By Brad Friedman on 2/28/2017, 5:22pm PT  

I'm back on today's BradCast! (Thanks to Angie Coiro for filling in recently!) But, don't worry, there's still plenty to stress about anyway. [Audio link to full show follows below.]

First up today, as we await whatever madness will come during tonight's Presidential address to a joint session of Congress, Donald Trump's Dept. of Justice makes it official and flips its position on the case against Texas' racially discriminatory Photo ID voting restriction law.

Also, another wave of bomb threats are issued against dozens of Jewish Community Centers and schools across the country this week. And nearly a full week goes by before the White House offers any comment at all on the triple shooting in Olathe, Kansas, where the suspect is said to have shouted "Get out of my country!" before opening fire on two engineers from India --- both men in the country for years on legal work visas --- because he reportedly believed they were Iranians here illegally. Do you suppose that tragic story would have received more attention from both the U.S. media and the White House had the shooter been a Muslim man shouting "Allahu Akbar!" before opening fire in the same crowded bar?

Then, we're joined by Dr. Vaile Wright, Director of Research and Special Projects at the American Psychological Association (APA), to discuss the group's new two-part survey [PDF] finding, for the first time in their "Stress in America" study's history, a notable up-tick in stress among Americans of all political persuasions in the wake of last year's election.

Wright breaks down which demographic groups are most likely to be suffering from what is now being called "Post-Election Stress Disorder"; how Trump's rhetoric against immigrants has serious consequences ("Words absolutely matter," Wright says); how social media and mobile devices seems to be making us all more stressed, depressed and angry; and what you can do if you are among the now-majority of the nation feeling overwhelmed by the constant and disturbing barrage of troubling news.

"Some of the things that have happened, post-inauguration, have had pretty swift and real consequences," Wright explains, while detailing a long list.
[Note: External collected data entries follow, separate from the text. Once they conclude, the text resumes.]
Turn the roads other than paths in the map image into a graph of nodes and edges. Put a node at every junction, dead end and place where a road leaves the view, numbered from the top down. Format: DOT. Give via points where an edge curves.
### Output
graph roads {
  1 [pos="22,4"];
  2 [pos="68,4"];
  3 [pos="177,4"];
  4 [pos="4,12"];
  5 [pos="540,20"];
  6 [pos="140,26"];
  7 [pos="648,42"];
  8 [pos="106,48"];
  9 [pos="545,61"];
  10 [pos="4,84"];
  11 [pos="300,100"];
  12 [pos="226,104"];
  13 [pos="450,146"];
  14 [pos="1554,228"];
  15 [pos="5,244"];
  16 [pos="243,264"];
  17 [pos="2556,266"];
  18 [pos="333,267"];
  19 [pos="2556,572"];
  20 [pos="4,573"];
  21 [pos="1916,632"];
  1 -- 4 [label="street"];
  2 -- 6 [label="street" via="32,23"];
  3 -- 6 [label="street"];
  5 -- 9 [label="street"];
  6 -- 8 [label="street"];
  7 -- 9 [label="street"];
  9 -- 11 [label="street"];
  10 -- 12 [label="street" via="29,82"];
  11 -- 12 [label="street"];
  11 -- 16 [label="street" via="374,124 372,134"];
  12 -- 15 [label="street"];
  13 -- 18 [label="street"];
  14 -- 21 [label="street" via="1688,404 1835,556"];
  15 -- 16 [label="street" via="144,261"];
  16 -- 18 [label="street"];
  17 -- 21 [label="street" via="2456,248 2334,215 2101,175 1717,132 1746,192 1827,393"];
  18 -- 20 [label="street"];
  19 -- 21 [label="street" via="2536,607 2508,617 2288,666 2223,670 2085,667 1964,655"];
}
In the meantime, she notes, "You've got a news media that is 24/7. You've got social media that is nearly constant for those who use it, where they refresh their feed over and over again. And you get to this information overload, where basically it's hard to separate out truth from non-truth, and it just increases everybody's anxiety level." Tell me 'bout it. But it's somehow comforting, nonetheless, to have some empirical statistics to demonstrate that this nightmare is more than just our collective imagination.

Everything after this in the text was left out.